Try it:
After reading the data below, copy out every line that contains the word "hand".

Images with localized body landmarks
※
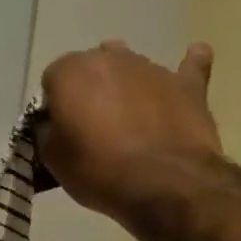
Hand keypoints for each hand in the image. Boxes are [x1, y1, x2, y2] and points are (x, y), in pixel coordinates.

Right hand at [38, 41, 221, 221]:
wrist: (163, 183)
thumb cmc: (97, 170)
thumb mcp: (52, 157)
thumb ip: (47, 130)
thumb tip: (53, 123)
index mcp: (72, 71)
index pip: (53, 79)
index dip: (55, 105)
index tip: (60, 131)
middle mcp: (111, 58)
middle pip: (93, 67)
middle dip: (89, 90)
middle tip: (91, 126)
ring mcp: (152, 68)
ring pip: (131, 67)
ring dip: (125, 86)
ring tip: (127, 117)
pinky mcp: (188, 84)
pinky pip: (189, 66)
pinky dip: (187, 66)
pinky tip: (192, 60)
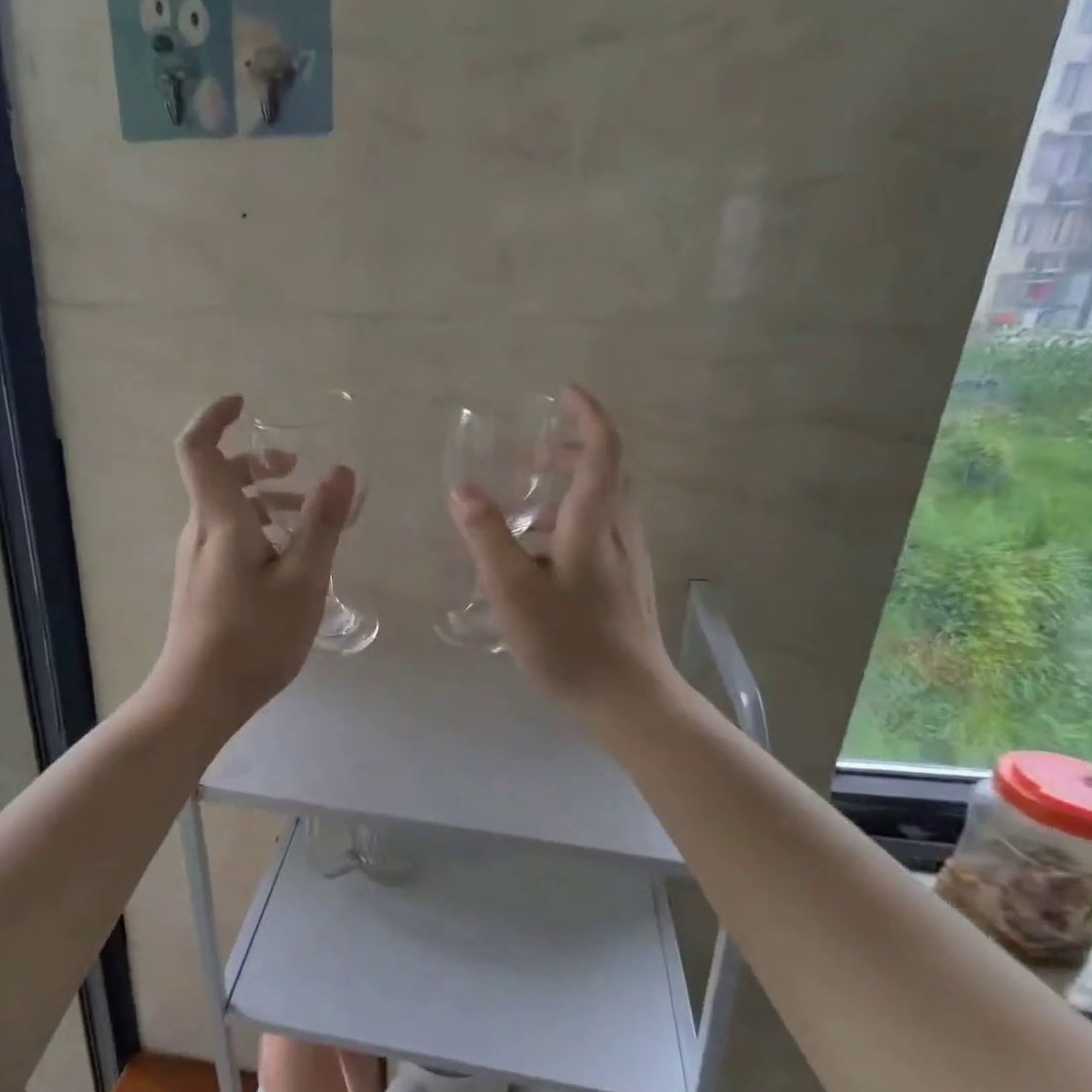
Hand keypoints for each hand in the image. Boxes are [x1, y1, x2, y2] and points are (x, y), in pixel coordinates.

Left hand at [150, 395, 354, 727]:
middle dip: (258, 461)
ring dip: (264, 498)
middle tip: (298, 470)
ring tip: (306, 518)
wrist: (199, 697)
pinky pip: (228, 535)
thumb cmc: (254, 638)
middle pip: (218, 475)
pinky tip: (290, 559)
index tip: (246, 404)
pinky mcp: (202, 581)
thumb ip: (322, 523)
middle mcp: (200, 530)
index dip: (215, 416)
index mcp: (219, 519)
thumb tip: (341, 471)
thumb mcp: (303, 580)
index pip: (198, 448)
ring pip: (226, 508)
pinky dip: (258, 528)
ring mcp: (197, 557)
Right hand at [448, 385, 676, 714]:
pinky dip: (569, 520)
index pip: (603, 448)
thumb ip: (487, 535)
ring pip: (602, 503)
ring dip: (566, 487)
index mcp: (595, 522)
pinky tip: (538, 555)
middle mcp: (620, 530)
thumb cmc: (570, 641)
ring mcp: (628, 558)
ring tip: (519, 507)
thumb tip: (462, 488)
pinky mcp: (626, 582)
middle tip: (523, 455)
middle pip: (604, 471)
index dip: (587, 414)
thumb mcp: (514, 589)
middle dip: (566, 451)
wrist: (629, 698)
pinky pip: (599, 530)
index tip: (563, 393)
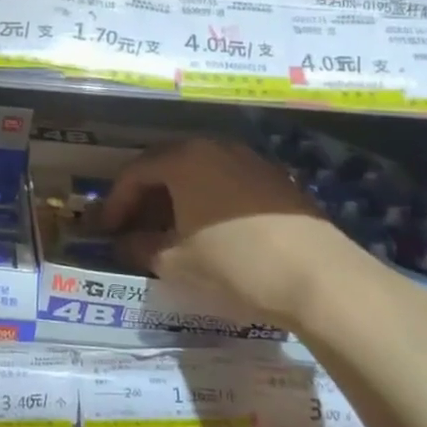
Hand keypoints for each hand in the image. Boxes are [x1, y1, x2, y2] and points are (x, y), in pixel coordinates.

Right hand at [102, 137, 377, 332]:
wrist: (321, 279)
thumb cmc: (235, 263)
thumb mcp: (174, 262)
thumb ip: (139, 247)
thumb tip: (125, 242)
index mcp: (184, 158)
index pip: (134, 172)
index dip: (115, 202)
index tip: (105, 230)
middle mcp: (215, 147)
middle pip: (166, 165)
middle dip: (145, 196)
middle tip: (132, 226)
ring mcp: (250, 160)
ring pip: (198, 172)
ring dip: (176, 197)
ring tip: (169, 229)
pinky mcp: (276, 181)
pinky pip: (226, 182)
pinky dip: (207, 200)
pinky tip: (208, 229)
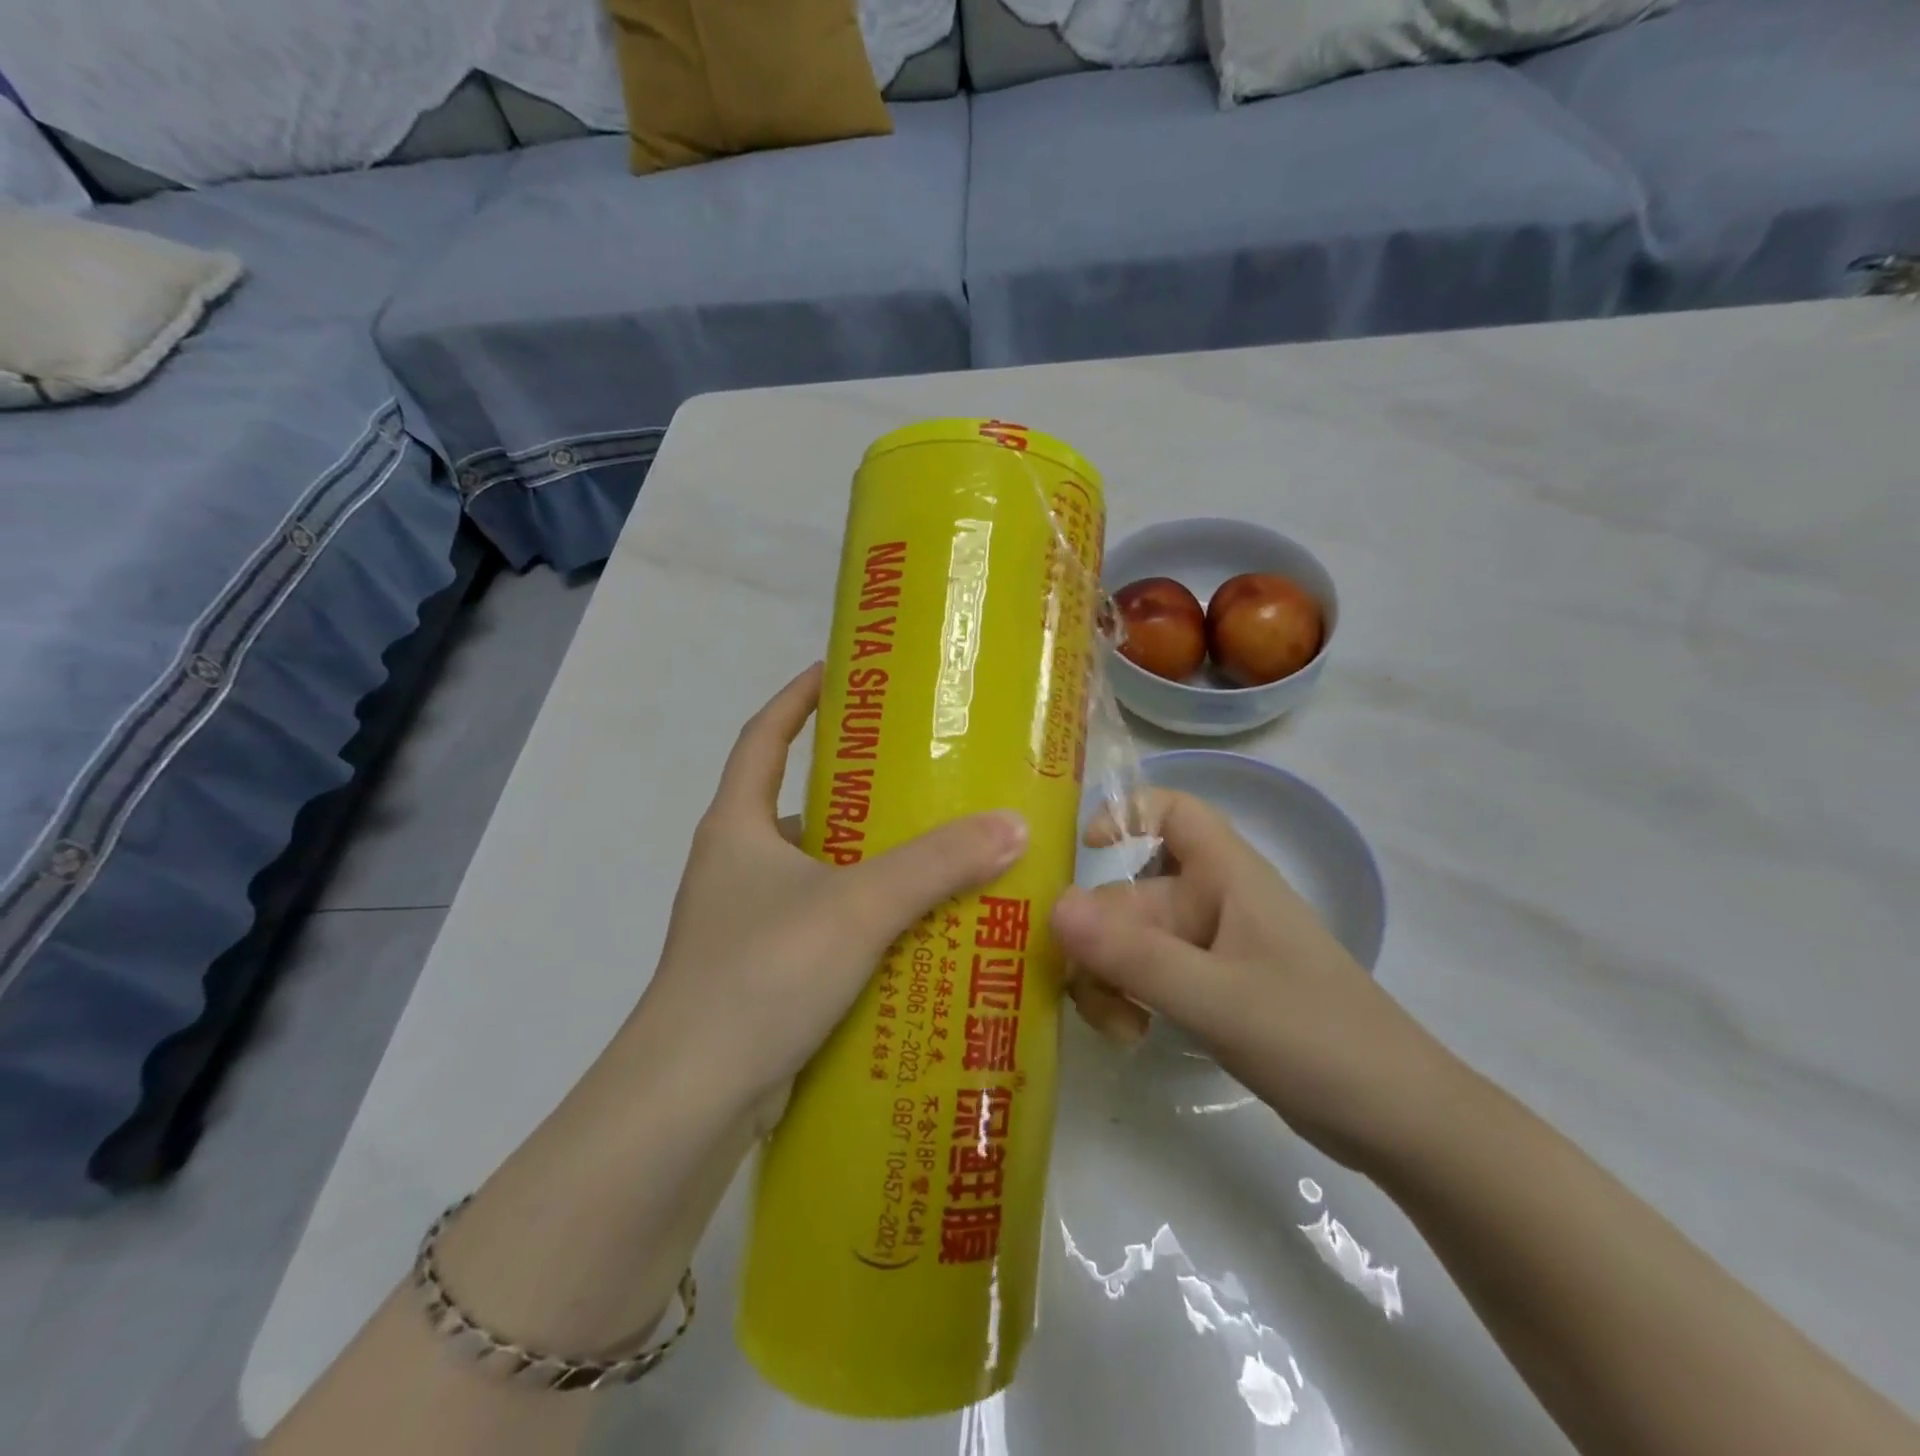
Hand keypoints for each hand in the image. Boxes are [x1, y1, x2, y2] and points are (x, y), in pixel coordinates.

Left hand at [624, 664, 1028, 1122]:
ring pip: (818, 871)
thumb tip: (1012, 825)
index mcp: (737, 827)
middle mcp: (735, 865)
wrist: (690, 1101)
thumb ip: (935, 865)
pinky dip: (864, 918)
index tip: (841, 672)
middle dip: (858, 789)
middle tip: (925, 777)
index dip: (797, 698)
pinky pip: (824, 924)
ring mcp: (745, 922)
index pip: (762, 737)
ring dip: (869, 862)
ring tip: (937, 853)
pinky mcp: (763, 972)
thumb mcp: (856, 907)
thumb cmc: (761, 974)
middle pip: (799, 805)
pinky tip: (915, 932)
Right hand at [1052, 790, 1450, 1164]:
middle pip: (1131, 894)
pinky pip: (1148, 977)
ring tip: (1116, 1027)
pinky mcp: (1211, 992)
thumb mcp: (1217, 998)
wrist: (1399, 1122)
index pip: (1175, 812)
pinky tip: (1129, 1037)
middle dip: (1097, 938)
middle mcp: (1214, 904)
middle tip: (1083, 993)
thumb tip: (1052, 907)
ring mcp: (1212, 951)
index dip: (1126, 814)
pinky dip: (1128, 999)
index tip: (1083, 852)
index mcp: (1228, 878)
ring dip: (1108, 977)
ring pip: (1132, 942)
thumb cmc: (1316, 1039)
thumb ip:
※
Answer section:
Hand keypoints for each hand in the image. Boxes are [x1, y1, x2, y2] and points are (x, y), in pixel coordinates.
Right hand at [38, 41, 221, 221]:
Hand keypoints for each hand in the image. Boxes are [x1, y1, x2, y2] and points are (x, y), in pixel coordinates.
Left hand at [150, 395, 354, 727]:
Right hand at [448, 385, 676, 714]:
Hand keypoints for each hand in the image. Boxes are [x1, y1, x2, y2] and points are (x, y), in pixel coordinates.
Right hand at [102, 137, 377, 332]:
Hand keypoints for each hand in the image. Boxes are [x1, y1, x2, y2] and points are (x, y), in pixel coordinates.
Left hand at [624, 664, 1028, 1122]:
Right hand at [1052, 790, 1450, 1164]:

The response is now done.